Data engineers support Client’s Global Product and Merchandising Analytics team (GPMA) by collecting and synthesizing product and marketplace data across multiple areas of Client’s business, enriching and preparing the data to meet the business’s core reporting needs, and efficiently operationalizing sophisticated analytical models to help drive Client’s understanding of how to best position our products in the market. GPMA provides the core insights at the intersection of consumer segmentation & demand and product design & merchandising.
Most development will be in the enterprise warehouse or Spark (generally through SparkSQL), so strong SQL skills are required, but additional file integration of Excel docs, Avro or Parquet files, etc, will also be in scope, so general familiarity with Python is required. Academic understanding of ETL best practices as applied across batch and real-time integration and ingestion of data is important. The best candidate will have deep knowledge of best practices related to the operationalization of applied statistics / machine learning models in a cloud-native, distributed environment so that they can run efficiently and at scale. Strong communication is (as always) critical, as the data engineer’s primary responsibility will be to take input from Analysts and Product Owners to quickly understand and implement requirements.

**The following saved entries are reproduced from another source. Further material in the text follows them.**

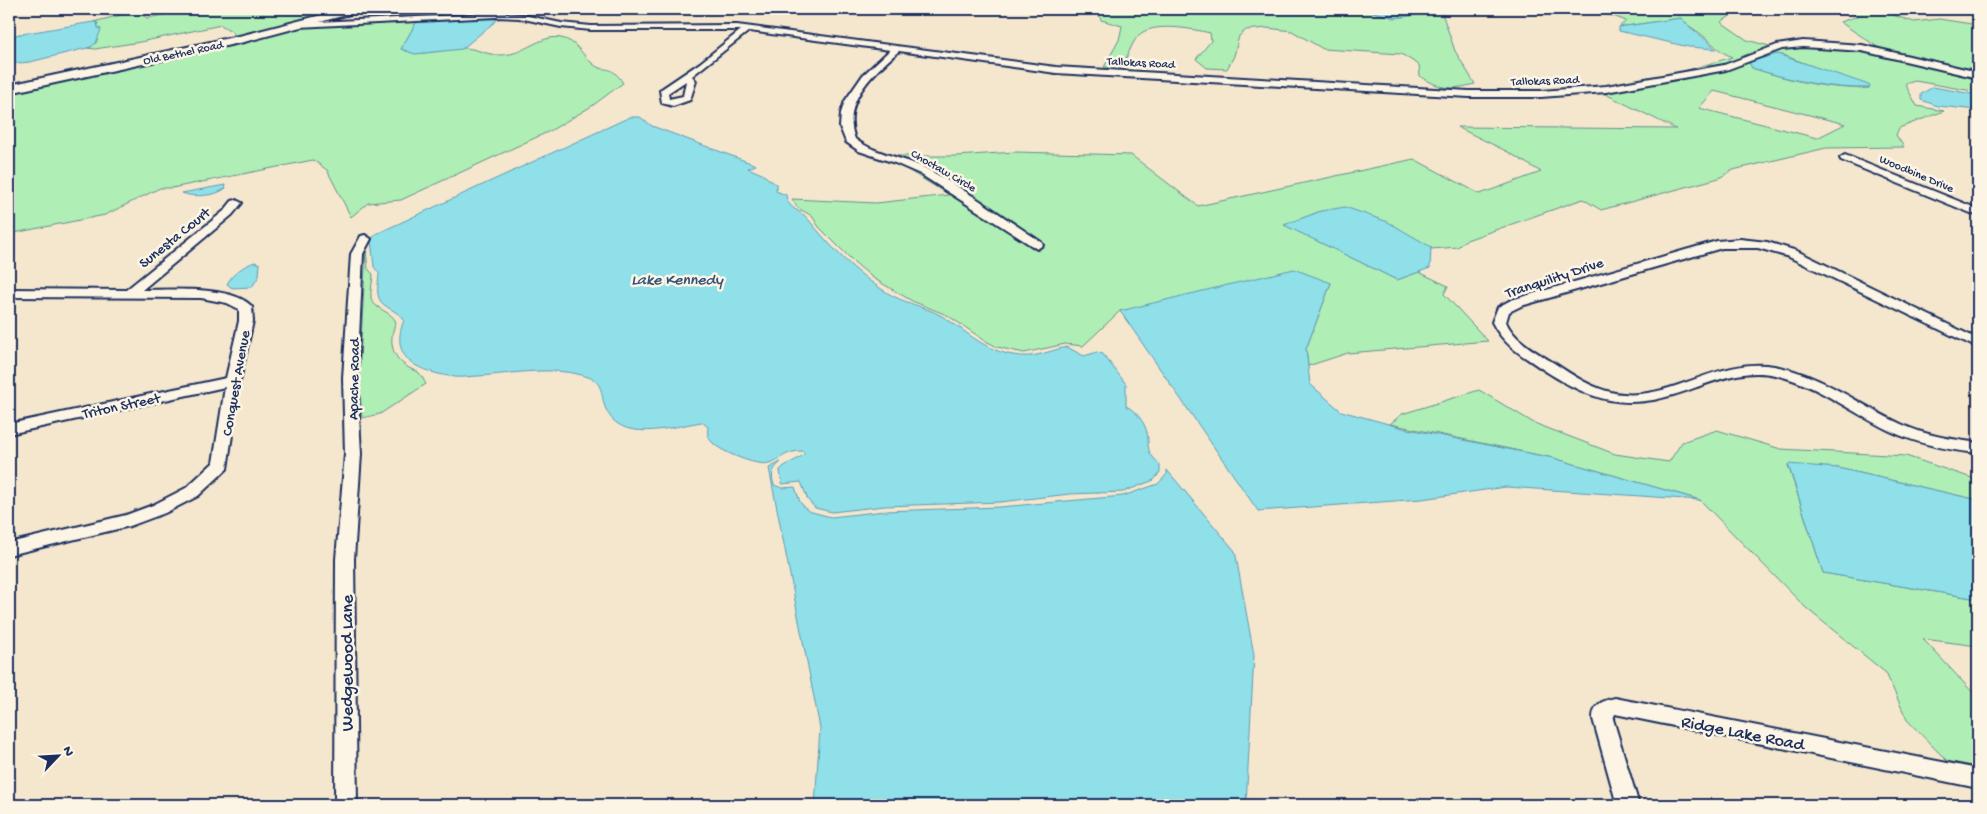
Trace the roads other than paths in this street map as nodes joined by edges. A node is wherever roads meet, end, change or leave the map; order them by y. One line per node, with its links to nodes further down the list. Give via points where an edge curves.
1 (357, 9): 2 (street, Old Bethel Road)
2 (298, 25): 3 (street, Tallokas Road, via 496,15 591,28 710,26); 7 (street, Old Bethel Road)
3 (747, 29): 4 (street, Tallokas Road); 6 (street)
4 (896, 49): 5 (street, Tallokas Road, via 1048,69 1469,94 1541,94 1606,89 1700,73 1738,64 1780,47 1803,44 1862,48); 14 (street, Choctaw Circle, via 863,79 850,101 846,125 850,140 946,184)
5 (1978, 75)
6 (687, 76)
7 (9, 90)
8 (1845, 158): 11 (street, Woodbine Drive)
9 (1978, 202): 11 (street)
10 (236, 204): 16 (street, Sunesta Court)
11 (1962, 206): 12 (street, Woodbine Drive)
12 (1978, 214)
13 (365, 239): 21 (street, Apache Road, via 358,254 356,276 350,390 352,454)
14 (1037, 244)
15 (9, 293): 16 (street, Conquest Avenue)
16 (130, 293): 18 (street, Conquest Avenue, via 201,294 231,300 245,307 246,321)
17 (1978, 344): 20 (street, Tranquility Drive, via 1793,254 1744,242 1721,244 1516,303 1503,310 1498,322 1513,342 1568,380 1609,396 1653,397 1729,371 1768,369 1818,385 1910,434 1941,443)
18 (233, 380): 19 (street, Triton Street); 22 (street, Conquest Avenue, via 221,465 192,492 130,520)
19 (9, 428)
20 (1978, 448)
21 (347, 521): 24 (street, Wedgewood Lane)
22 (9, 549)
23 (1978, 779): 25 (street, Ridge Lake Road, via 1615,706 1603,712 1603,719)
24 (346, 805)
25 (1628, 805)

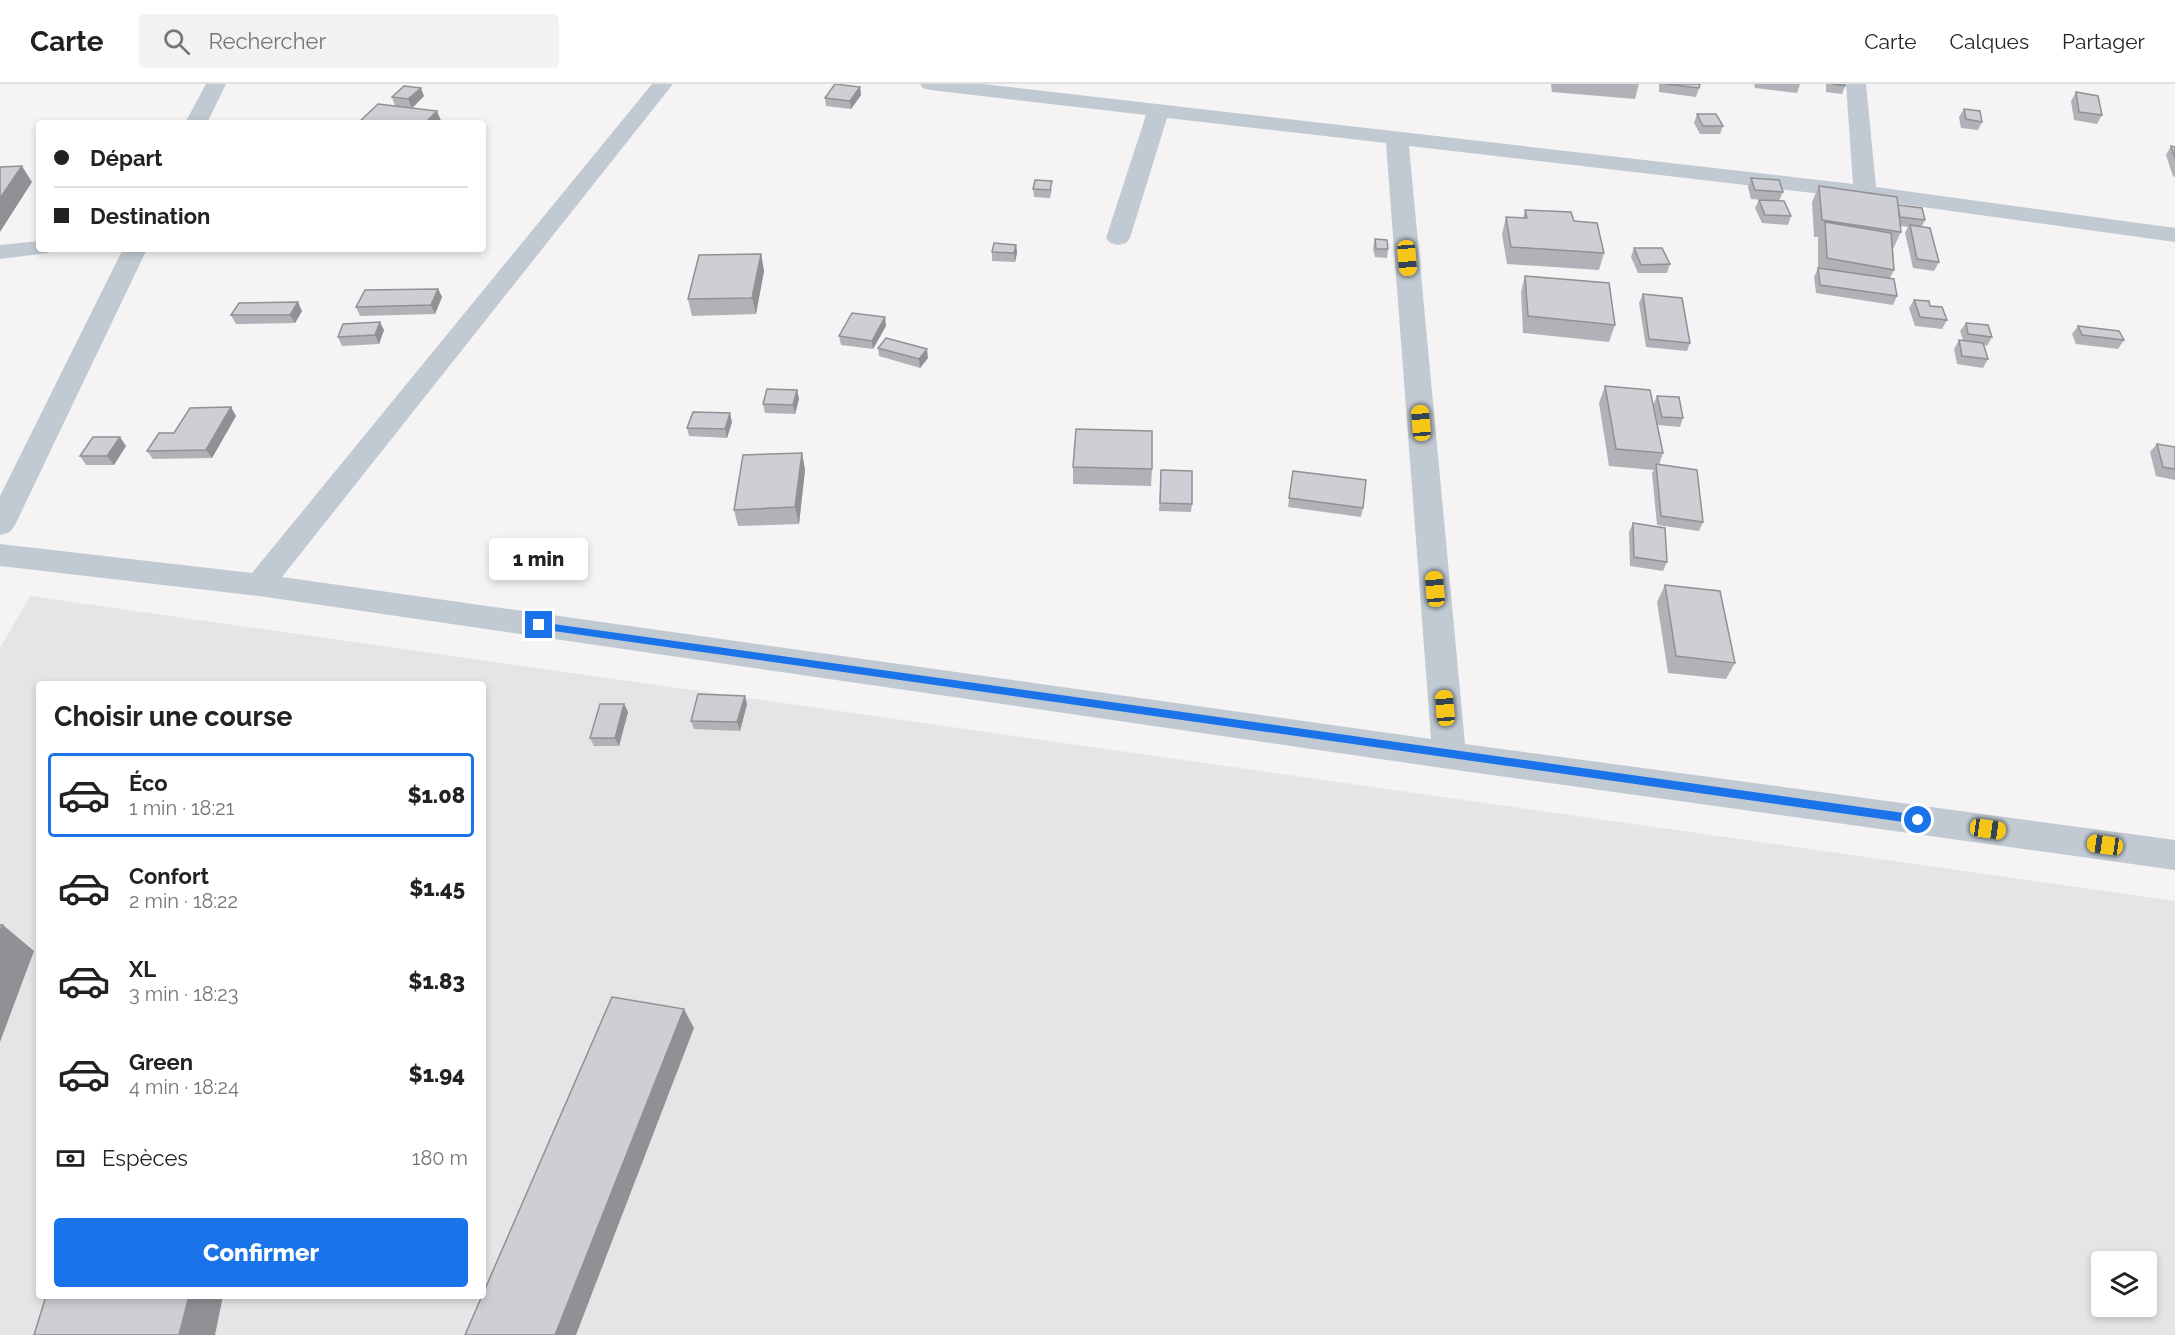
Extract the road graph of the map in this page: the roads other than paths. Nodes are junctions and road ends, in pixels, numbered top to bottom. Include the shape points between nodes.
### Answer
1 (216, 84) edge
2 (663, 84) edge
3 (930, 84) edge
4 (1856, 84) edge
5 (1158, 111) junction
6 (198, 120) edge
7 (1397, 139) junction
8 (1865, 192) junction
9 (2175, 235) edge
10 (1118, 238) dead end
11 (36, 248) edge
12 (0, 252) edge
13 (134, 252) edge
14 (0, 525) edge
15 (0, 555) edge
16 (259, 585) junction
17 (1449, 755) junction
18 (2175, 855) edge

1 - 6 street
2 - 16 street
3 - 5 street
4 - 8 street
5 - 7 street
5 - 10 street
7 - 8 street
7 - 17 street
8 - 9 street
11 - 12 street
13 - 14 street
15 - 16 street
16 - 17 street
17 - 18 street

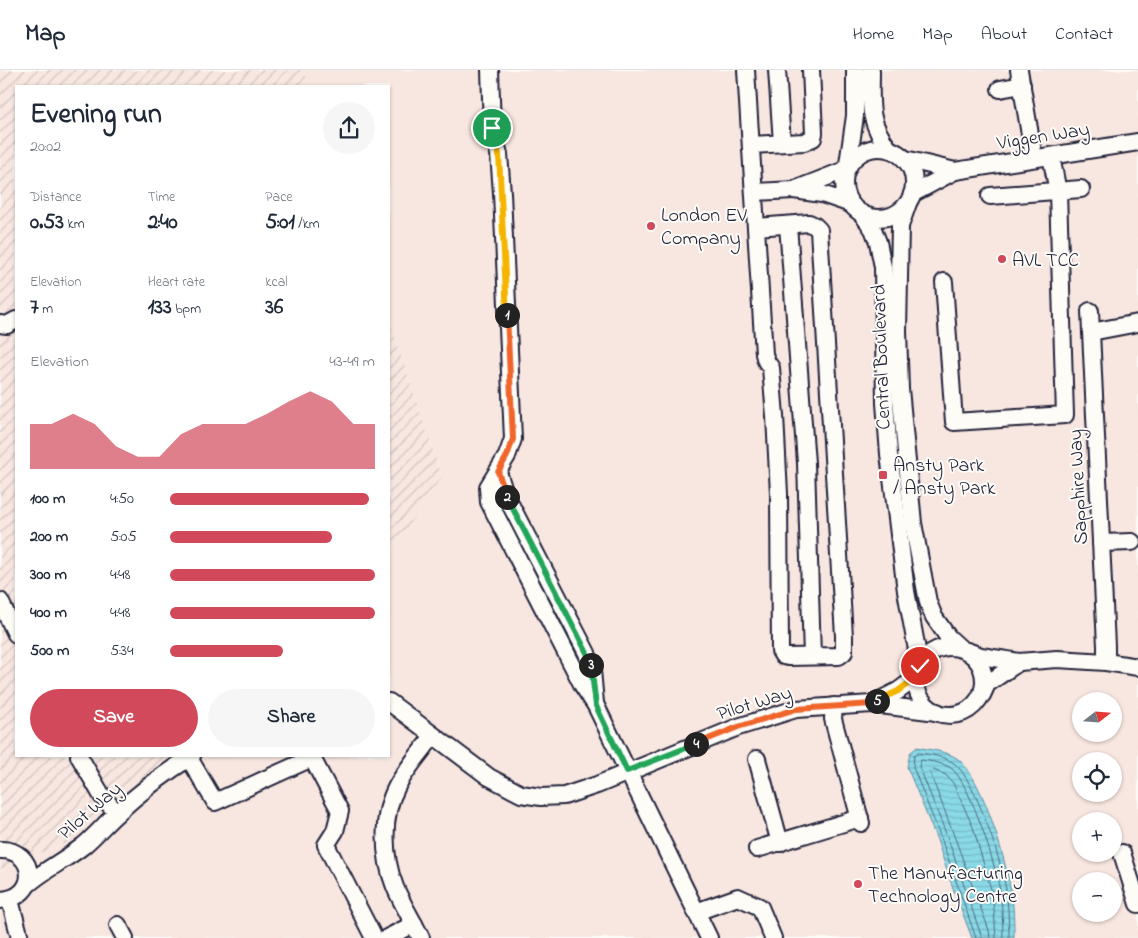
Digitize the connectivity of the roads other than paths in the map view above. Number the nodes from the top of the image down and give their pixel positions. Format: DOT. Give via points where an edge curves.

The GPMA team is highly cross-functional, and business and technology are closely integrated. Engineers are co-located with the business, and e try to live and breathe the Agile process, so experience with the stand-up/sprint cadence and a culture of iterative development is desirable. One of the core benefits the engineering team offers the business is a stable SDLC (so business analysts aren’t directly changing production objects), as ell, so familiarity with best practices around code promotion, integrated testing, and CI/CD is useful.
The best candidate will be comfortable quickly responding and pivoting to meet shifting business needs, working closely to ensure that turnaround time of requests is handled as quickly as possible, and receiving and incorporating feedback. Our goal is to serve our business fast, course correct, and iterate.
Bachelor’s Degree in a software-related field
3-5 years experience developing in a large enterprise environment
2+ years SQL development
2+ years Python development
2+ years ETL development (Informatica, Matillion, SSIS, etc is acceptable, but non-graphical/code-centric experience is preferred)
CI/CD and integrated testing experience is highly desirable.
Apache Airflow experience is a bonus
Agile methodology experience is a bonus